» Problem
All entries are to be reproduced exactly; the pictures are to be omitted.

Saved entries:
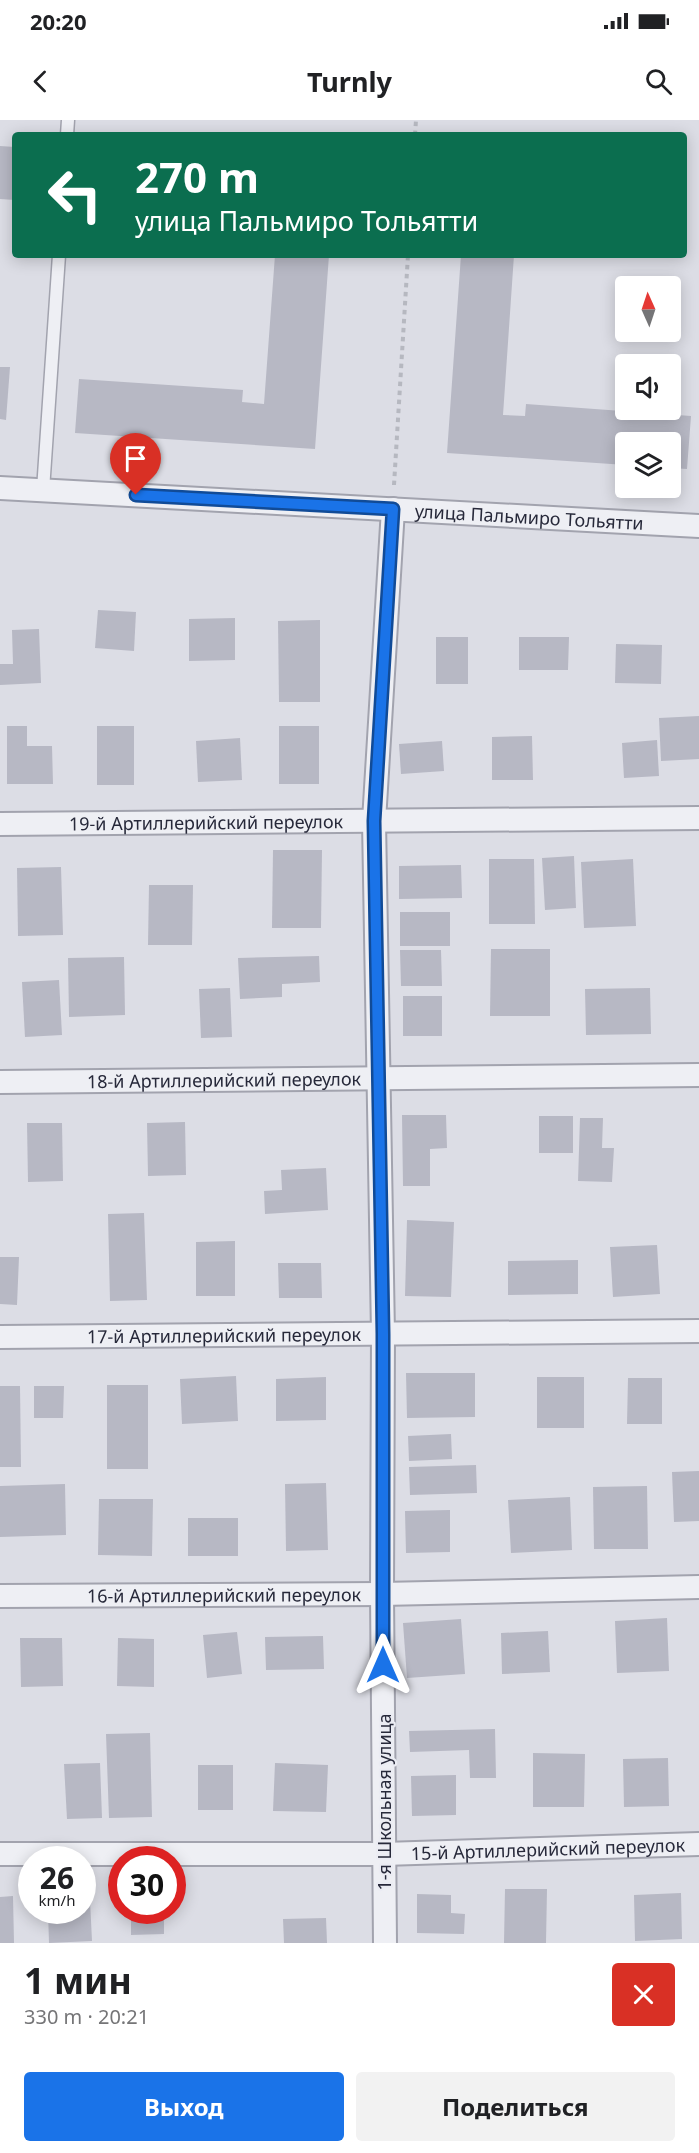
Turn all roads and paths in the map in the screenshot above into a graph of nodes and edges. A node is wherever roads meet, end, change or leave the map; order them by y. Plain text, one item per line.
1 (59, 258) edge
2 (408, 258) edge
3 (0, 488) edge
4 (43, 490) junction
5 (393, 509) junction
6 (699, 526) edge
7 (699, 818) edge
8 (374, 821) junction
9 (0, 824) edge
10 (699, 1075) edge
11 (380, 1079) junction
12 (0, 1082) edge
13 (699, 1331) edge
14 (383, 1334) junction
15 (0, 1337) edge
16 (699, 1587) edge
17 (382, 1594) junction
18 (0, 1596) edge
19 (699, 1844) edge
20 (0, 1854) edge
21 (384, 1854) junction
22 (386, 1943) edge

1 - 4 lane
2 - 5 path
3 - 4 street, улица Пальмиро Тольятти
4 - 5 street, улица Пальмиро Тольятти
5 - 6 street, улица Пальмиро Тольятти
5 - 8 street, 1-я Школьная улица
7 - 8 street, 19-й Артиллерийский переулок
8 - 9 street, 19-й Артиллерийский переулок
8 - 11 street, 1-я Школьная улица
10 - 11 street, 18-й Артиллерийский переулок
11 - 12 street, 18-й Артиллерийский переулок
11 - 14 street, 1-я Школьная улица
13 - 14 street, 17-й Артиллерийский переулок
14 - 15 street, 17-й Артиллерийский переулок
14 - 17 street, 1-я Школьная улица
16 - 17 street, 16-й Артиллерийский переулок
17 - 18 street, 16-й Артиллерийский переулок
17 - 21 street, 1-я Школьная улица
19 - 21 street, 15-й Артиллерийский переулок
20 - 21 street, 15-й Артиллерийский переулок
21 - 22 street, 1-я Школьная улица

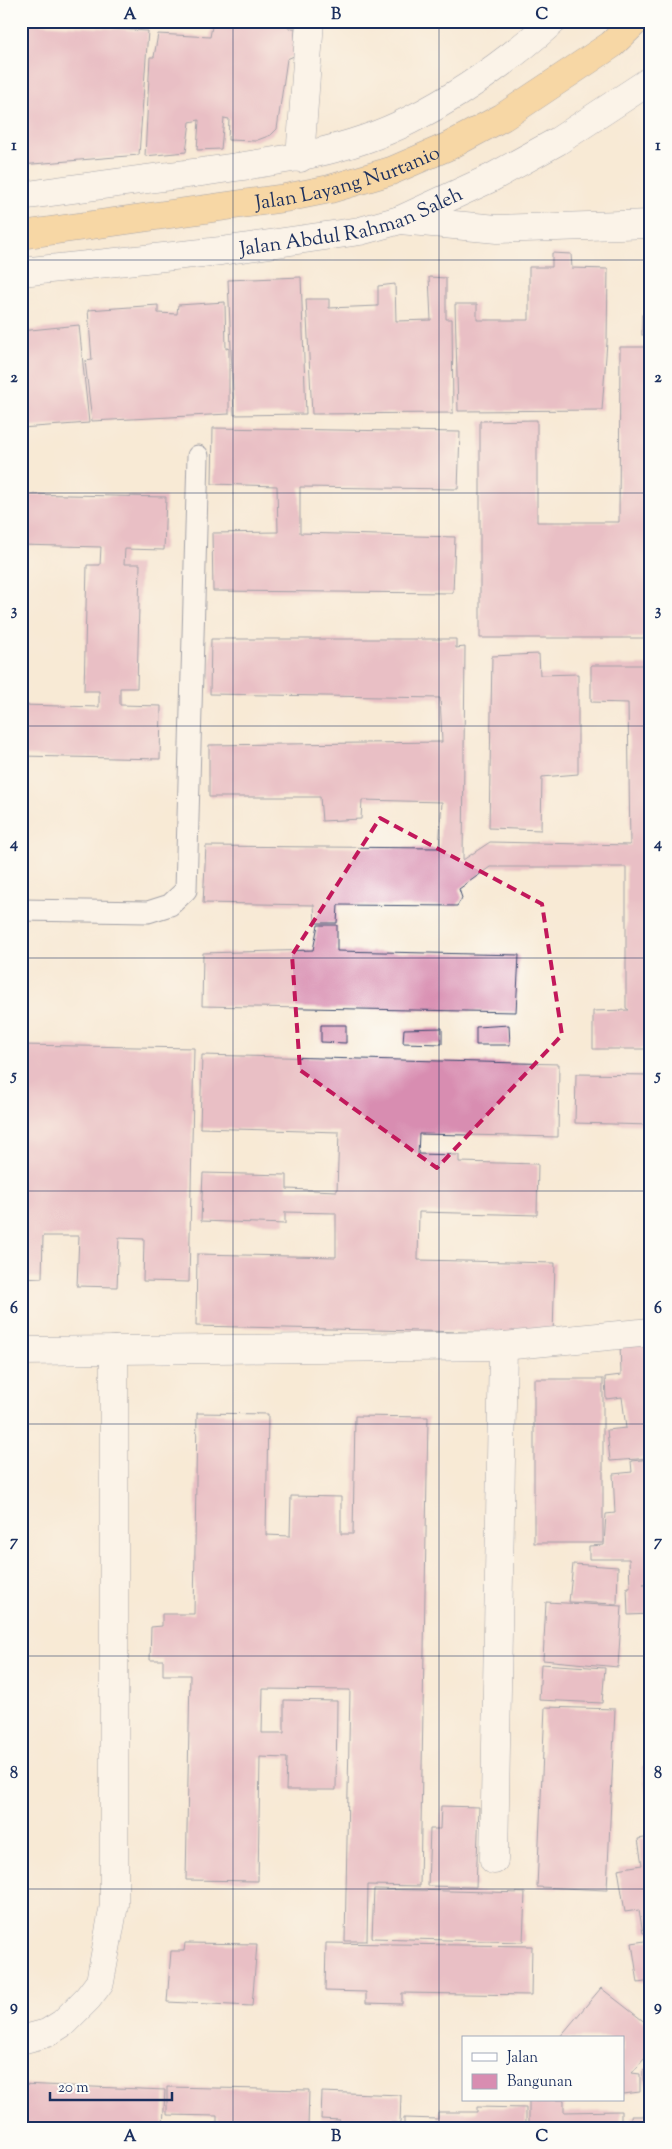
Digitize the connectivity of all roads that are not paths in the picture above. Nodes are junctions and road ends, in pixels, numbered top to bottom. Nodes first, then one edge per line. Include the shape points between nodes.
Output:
1 (310, 21) edge
2 (554, 21) edge
3 (636, 21) edge
4 (651, 80) edge
5 (300, 158) junction
6 (21, 196) edge
7 (400, 220) junction
8 (651, 224) edge
9 (21, 235) edge
10 (21, 272) edge
11 (198, 456) dead end
12 (21, 910) edge
13 (651, 1332) edge
14 (503, 1346) junction
15 (114, 1350) junction
16 (21, 1351) edge
17 (494, 1860) dead end
18 (21, 2040) edge

1 - 5 street
2 - 5 street via 475,82 410,121
3 - 9 highway, Jalan Layang Nurtanio via 611,45 503,118 392,171 285,198
4 - 7 street, Jalan Abdul Rahman Saleh via 558,142 491,178
5 - 6 street
7 - 8 street via 497,229
7 - 10 street, Jalan Abdul Rahman Saleh via 360,231 222,251
11 - 12 lane via 186,890 170,904 148,912
13 - 14 street
14 - 15 street
14 - 17 street
15 - 16 street
15 - 18 street via 114,1905 100,1982 63,2023 47,2033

» Reply to the exercise
Turn all roads and paths in the map in the screenshot above into a graph of nodes and edges. A node is wherever roads meet, end, change or leave the map; order them by y. Plain text, one item per line.
1 (59, 258) edge
2 (408, 258) edge
3 (0, 488) edge
4 (43, 490) junction
5 (393, 509) junction
6 (699, 526) edge
7 (699, 818) edge
8 (374, 821) junction
9 (0, 824) edge
10 (699, 1075) edge
11 (380, 1079) junction
12 (0, 1082) edge
13 (699, 1331) edge
14 (383, 1334) junction
15 (0, 1337) edge
16 (699, 1587) edge
17 (382, 1594) junction
18 (0, 1596) edge
19 (699, 1844) edge
20 (0, 1854) edge
21 (384, 1854) junction
22 (386, 1943) edge

1 - 4 lane
2 - 5 path
3 - 4 street, улица Пальмиро Тольятти
4 - 5 street, улица Пальмиро Тольятти
5 - 6 street, улица Пальмиро Тольятти
5 - 8 street, 1-я Школьная улица
7 - 8 street, 19-й Артиллерийский переулок
8 - 9 street, 19-й Артиллерийский переулок
8 - 11 street, 1-я Школьная улица
10 - 11 street, 18-й Артиллерийский переулок
11 - 12 street, 18-й Артиллерийский переулок
11 - 14 street, 1-я Школьная улица
13 - 14 street, 17-й Артиллерийский переулок
14 - 15 street, 17-й Артиллерийский переулок
14 - 17 street, 1-я Школьная улица
16 - 17 street, 16-й Артиллерийский переулок
17 - 18 street, 16-й Артиллерийский переулок
17 - 21 street, 1-я Школьная улица
19 - 21 street, 15-й Артиллерийский переулок
20 - 21 street, 15-й Артиллерийский переулок
21 - 22 street, 1-я Школьная улица

Digitize the connectivity of all roads that are not paths in the picture above. Nodes are junctions and road ends, in pixels, numbered top to bottom. Nodes first, then one edge per line. Include the shape points between nodes.
Output:
1 (310, 21) edge
2 (554, 21) edge
3 (636, 21) edge
4 (651, 80) edge
5 (300, 158) junction
6 (21, 196) edge
7 (400, 220) junction
8 (651, 224) edge
9 (21, 235) edge
10 (21, 272) edge
11 (198, 456) dead end
12 (21, 910) edge
13 (651, 1332) edge
14 (503, 1346) junction
15 (114, 1350) junction
16 (21, 1351) edge
17 (494, 1860) dead end
18 (21, 2040) edge

1 - 5 street
2 - 5 street via 475,82 410,121
3 - 9 highway, Jalan Layang Nurtanio via 611,45 503,118 392,171 285,198
4 - 7 street, Jalan Abdul Rahman Saleh via 558,142 491,178
5 - 6 street
7 - 8 street via 497,229
7 - 10 street, Jalan Abdul Rahman Saleh via 360,231 222,251
11 - 12 lane via 186,890 170,904 148,912
13 - 14 street
14 - 15 street
14 - 17 street
15 - 16 street
15 - 18 street via 114,1905 100,1982 63,2023 47,2033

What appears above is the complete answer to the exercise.